McDermott International (NYSE:MDR) shares drop below dermis
Though it’s not always possible to time the market or panic over market fluctuations, it’s good to keep an eye on any massive changes as these may prove to be handy when it comes to investing. The energy engineering company McDermott International (NYSE:MDR) dipped 18% after it announced it earnings report.
Q2 revenue dropped 27% to $647M after prominent projects were closed in 2012 and EPS swung to a $0.63 loss. Wall Street had projected revenue of $757.9M and EPS of $0.22. The company has very clearly performed way below expectations.
Top tier executive retires
John McCormack, the company’s CFO announced that he will be retiring. This will leave the MDR bereft of a top executive. BB&T Capital analysts ploughed and downgraded the stock from a “buy” to a “hold” rating. This fueled its descent. Keeping the weak bottom-line in view, there really is no reason to buy MDR stock today. It would be better to wait it out till the revenue rises significantly before actually jumping in.

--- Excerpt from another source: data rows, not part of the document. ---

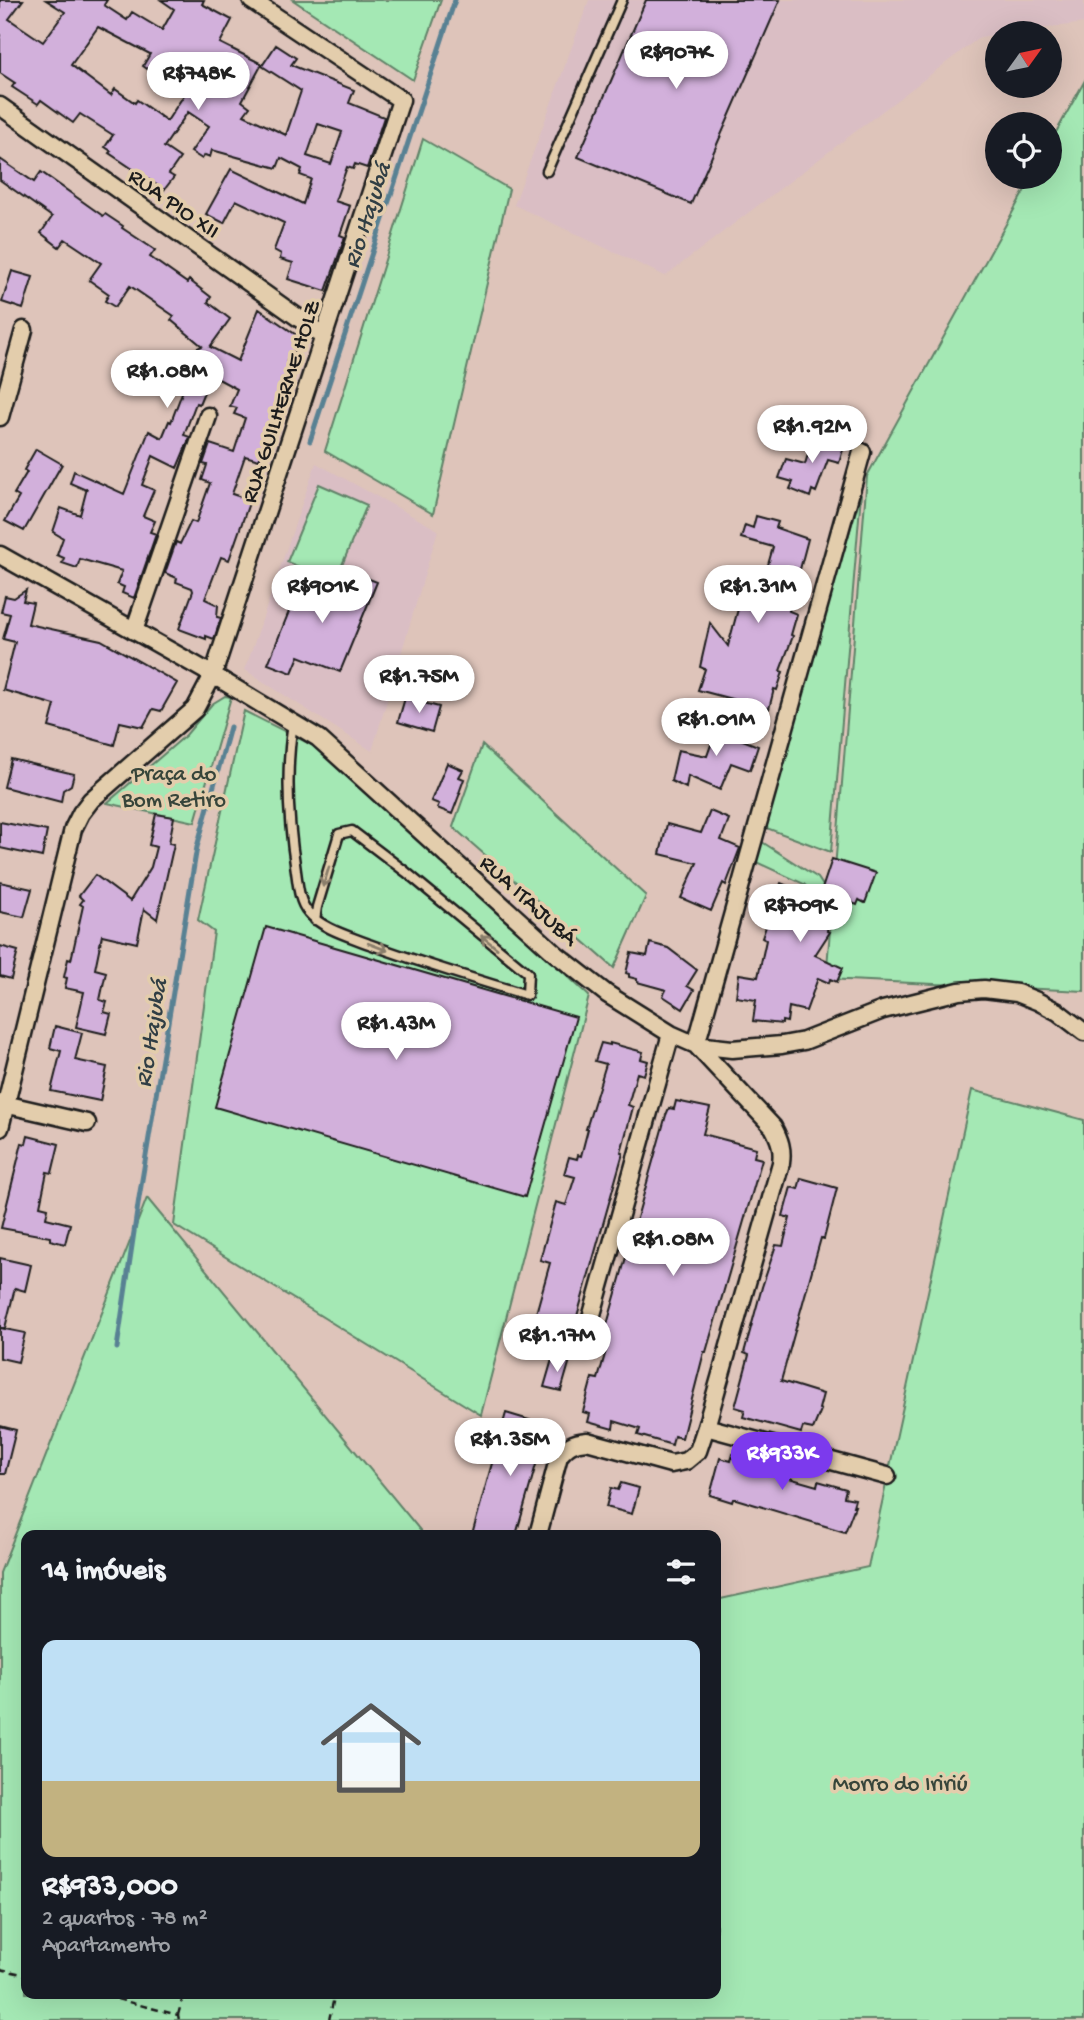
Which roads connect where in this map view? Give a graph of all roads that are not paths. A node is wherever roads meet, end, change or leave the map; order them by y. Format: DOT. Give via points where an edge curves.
graph roads {
  1 [pos="251,0"];
  2 [pos="622,0"];
  3 [pos="0,106"];
  4 [pos="547,171"];
  5 [pos="24,330"];
  6 [pos="324,336"];
  7 [pos="208,416"];
  8 [pos="0,417"];
  9 [pos="862,452"];
  10 [pos="0,555"];
  11 [pos="134,631"];
  12 [pos="214,675"];
  13 [pos="293,722"];
  14 [pos="315,920"];
  15 [pos="1084,1032"];
  16 [pos="671,1034"];
  17 [pos="696,1045"];
  18 [pos="2,1112"];
  19 [pos="87,1123"];
  20 [pos="582,1350"];
  21 [pos="706,1427"];
  22 [pos="887,1476"];
  23 [pos="539,1530"];
  1 -- 6 [label="street, RUA GUILHERME HOLZ" via="401,100"];
  2 -- 4 [label="lane"];
  3 -- 6 [label="street, RUA PIO XII"];
  5 -- 8 [label="street"];
  6 -- 12 [label="street, RUA GUILHERME HOLZ"];
  7 -- 11 [label="street"];
  9 -- 17 [label="street"];
  10 -- 11 [label="street, RUA ITAJUBÁ"];
  11 -- 12 [label="street, RUA ITAJUBÁ"];
  12 -- 13 [label="street, RUA ITAJUBÁ"];
  12 -- 18 [label="street, RUA GUILHERME HOLZ" via="195,709 92,800 77,821"];
  13 -- 14 [label="lane" via="288,821 300,897"];
  13 -- 16 [label="street, RUA ITAJUBÁ" via="337,754 564,960 607,994"];
  14 -- 14 [label="lane, one-way" via="417,962 527,995 528,973 352,831 339,834"];
  15 -- 17 [label="street, RUA ITAJUBÁ" via="1037,1000 984,989 883,1010 804,1041 732,1049"];
  16 -- 17 [label="street, RUA ITAJUBÁ"];
  16 -- 20 [label="street"];
  17 -- 21 [label="street" via="773,1127 783,1151"];
  18 -- 19 [label="street"];
  21 -- 22 [label="street"];
  21 -- 23 [label="street" via="698,1451 686,1461 671,1464 587,1441 566,1447 559,1456"];
}
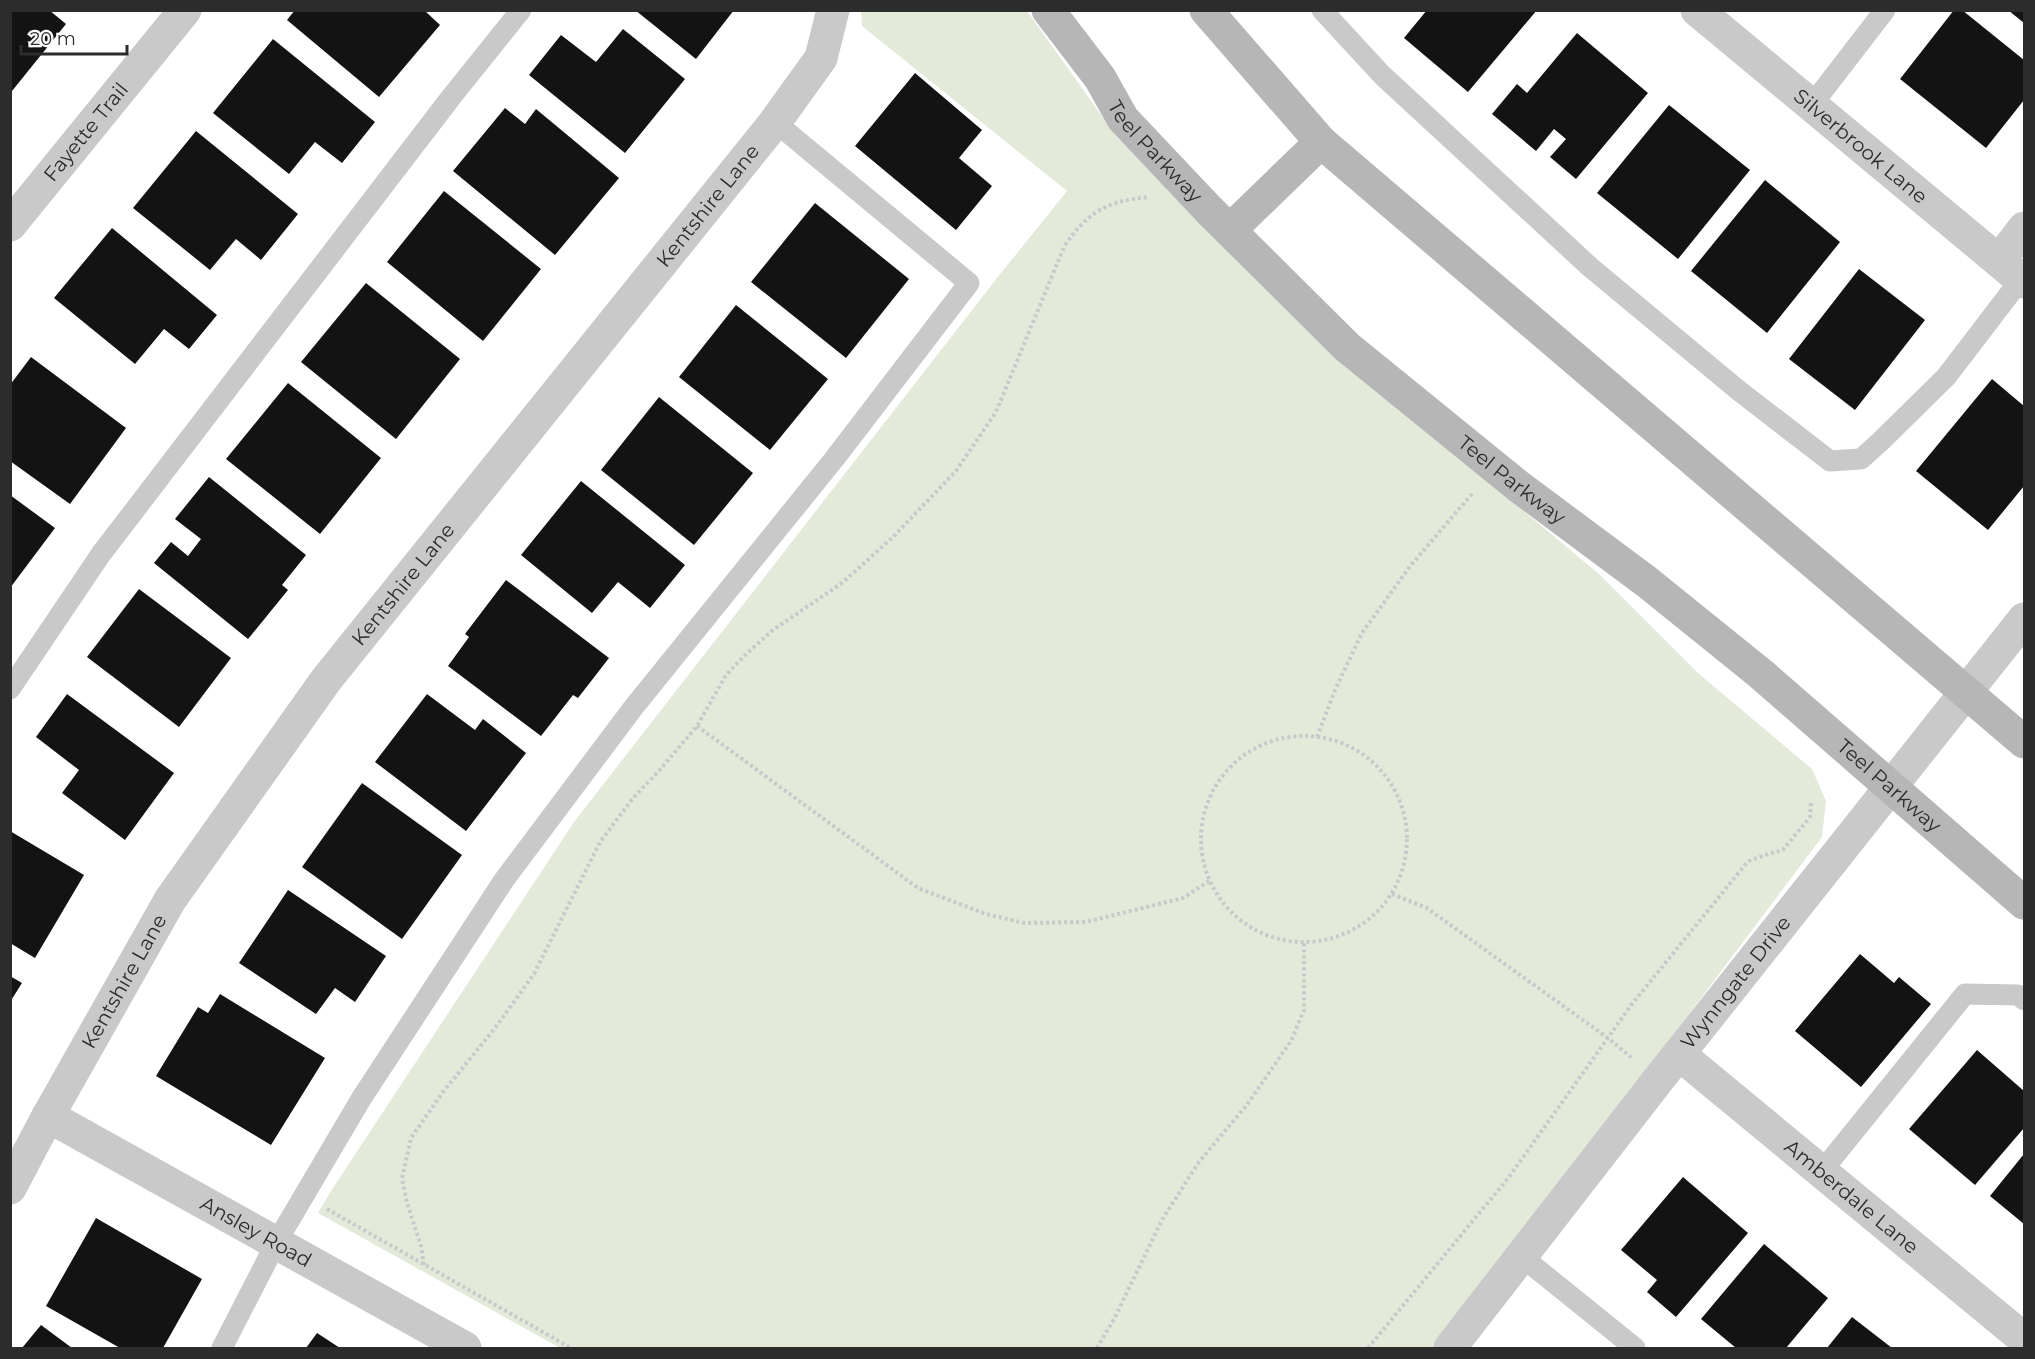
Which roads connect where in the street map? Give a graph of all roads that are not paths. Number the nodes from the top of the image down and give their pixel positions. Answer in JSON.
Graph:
{"nodes":[{"id":1,"x":185,"y":10,"type":"edge"},
{"id":2,"x":520,"y":10,"type":"edge"},
{"id":3,"x":833,"y":10,"type":"edge"},
{"id":4,"x":1048,"y":10,"type":"edge"},
{"id":5,"x":1206,"y":10,"type":"edge"},
{"id":6,"x":1322,"y":10,"type":"edge"},
{"id":7,"x":1697,"y":10,"type":"edge"},
{"id":8,"x":1885,"y":10,"type":"edge"},
{"id":9,"x":1811,"y":106,"type":"junction"},
{"id":10,"x":775,"y":122,"type":"junction"},
{"id":11,"x":1321,"y":142,"type":"junction"},
{"id":12,"x":10,"y":225,"type":"edge"},
{"id":13,"x":2025,"y":228,"type":"edge"},
{"id":14,"x":1230,"y":230,"type":"junction"},
{"id":15,"x":2015,"y":274,"type":"edge"},
{"id":16,"x":2025,"y":619,"type":"edge"},
{"id":17,"x":10,"y":689,"type":"edge"},
{"id":18,"x":1965,"y":692,"type":"junction"},
{"id":19,"x":2025,"y":742,"type":"edge"},
{"id":20,"x":1892,"y":788,"type":"junction"},
{"id":21,"x":2025,"y":903,"type":"edge"},
{"id":22,"x":2025,"y":1000,"type":"edge"},
{"id":23,"x":1679,"y":1054,"type":"junction"},
{"id":24,"x":48,"y":1116,"type":"junction"},
{"id":25,"x":1822,"y":1171,"type":"junction"},
{"id":26,"x":10,"y":1188,"type":"edge"},
{"id":27,"x":276,"y":1243,"type":"junction"},
{"id":28,"x":1521,"y":1256,"type":"junction"},
{"id":29,"x":2025,"y":1339,"type":"edge"},
{"id":30,"x":222,"y":1348,"type":"edge"},
{"id":31,"x":465,"y":1348,"type":"edge"},
{"id":32,"x":1450,"y":1348,"type":"edge"},
{"id":33,"x":1635,"y":1348,"type":"edge"}],
"edges":[{"from":1,"to":12,"type":"street","name":"Fayette Trail"},
{"from":2,"to":17,"type":"lane"},
{"from":3,"to":10,"type":"street","name":"Kentshire Lane"},
{"from":4,"to":14,"type":"main road","name":"Teel Parkway"},
{"from":5,"to":11,"type":"main road"},
{"from":6,"to":15,"type":"lane"},
{"from":7,"to":9,"type":"street","name":"Silverbrook Lane"},
{"from":8,"to":9,"type":"lane"},
{"from":9,"to":15,"type":"street","name":"Silverbrook Lane"},
{"from":10,"to":24,"type":"street","name":"Kentshire Lane"},
{"from":10,"to":27,"type":"lane"},
{"from":11,"to":14,"type":"main road"},
{"from":11,"to":18,"type":"main road"},
{"from":13,"to":15,"type":"street"},
{"from":14,"to":20,"type":"main road","name":"Teel Parkway"},
{"from":16,"to":18,"type":"street","name":"Wynngate Drive"},
{"from":18,"to":19,"type":"main road"},
{"from":18,"to":20,"type":"street","name":"Wynngate Drive"},
{"from":20,"to":21,"type":"main road","name":"Teel Parkway"},
{"from":20,"to":23,"type":"street","name":"Wynngate Drive"},
{"from":22,"to":25,"type":"lane"},
{"from":23,"to":25,"type":"street","name":"Amberdale Lane"},
{"from":23,"to":28,"type":"street","name":"Wynngate Drive"},
{"from":24,"to":26,"type":"street","name":"Kentshire Lane"},
{"from":24,"to":27,"type":"street","name":"Ansley Road"},
{"from":25,"to":29,"type":"street","name":"Amberdale Lane"},
{"from":27,"to":30,"type":"lane"},
{"from":27,"to":31,"type":"street","name":"Ansley Road"},
{"from":28,"to":32,"type":"street","name":"Wynngate Drive"},
{"from":28,"to":33,"type":"lane"}]}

McDermott International (NYSE:MDR) had a tumultuous quarter. However, it must be understood that this company’s products are utilized for drilling and related production operations. Growth in this industry is sure to profit it in a huge way.
In Tuesday’s trading session, McDermott International (NYSE:MDR) stock dipped by 20.62%. The shares opened at a price of $7.13 per share, rose to an intraday high of $7.46 and closed at $6.93. Around 20.70M shares were traded in Tuesday’s trading day and the average volume of shares traded over 30 days was 3.32M.
MDR is essentially an engineering, construction, procurement and installation company. It focuses on designing as well as executing complicated offshore O&G projects across the globe. It also provides fully-integrated EPCI services and delivers floating and fixed production-facilities, subsea systems and pipeline installations.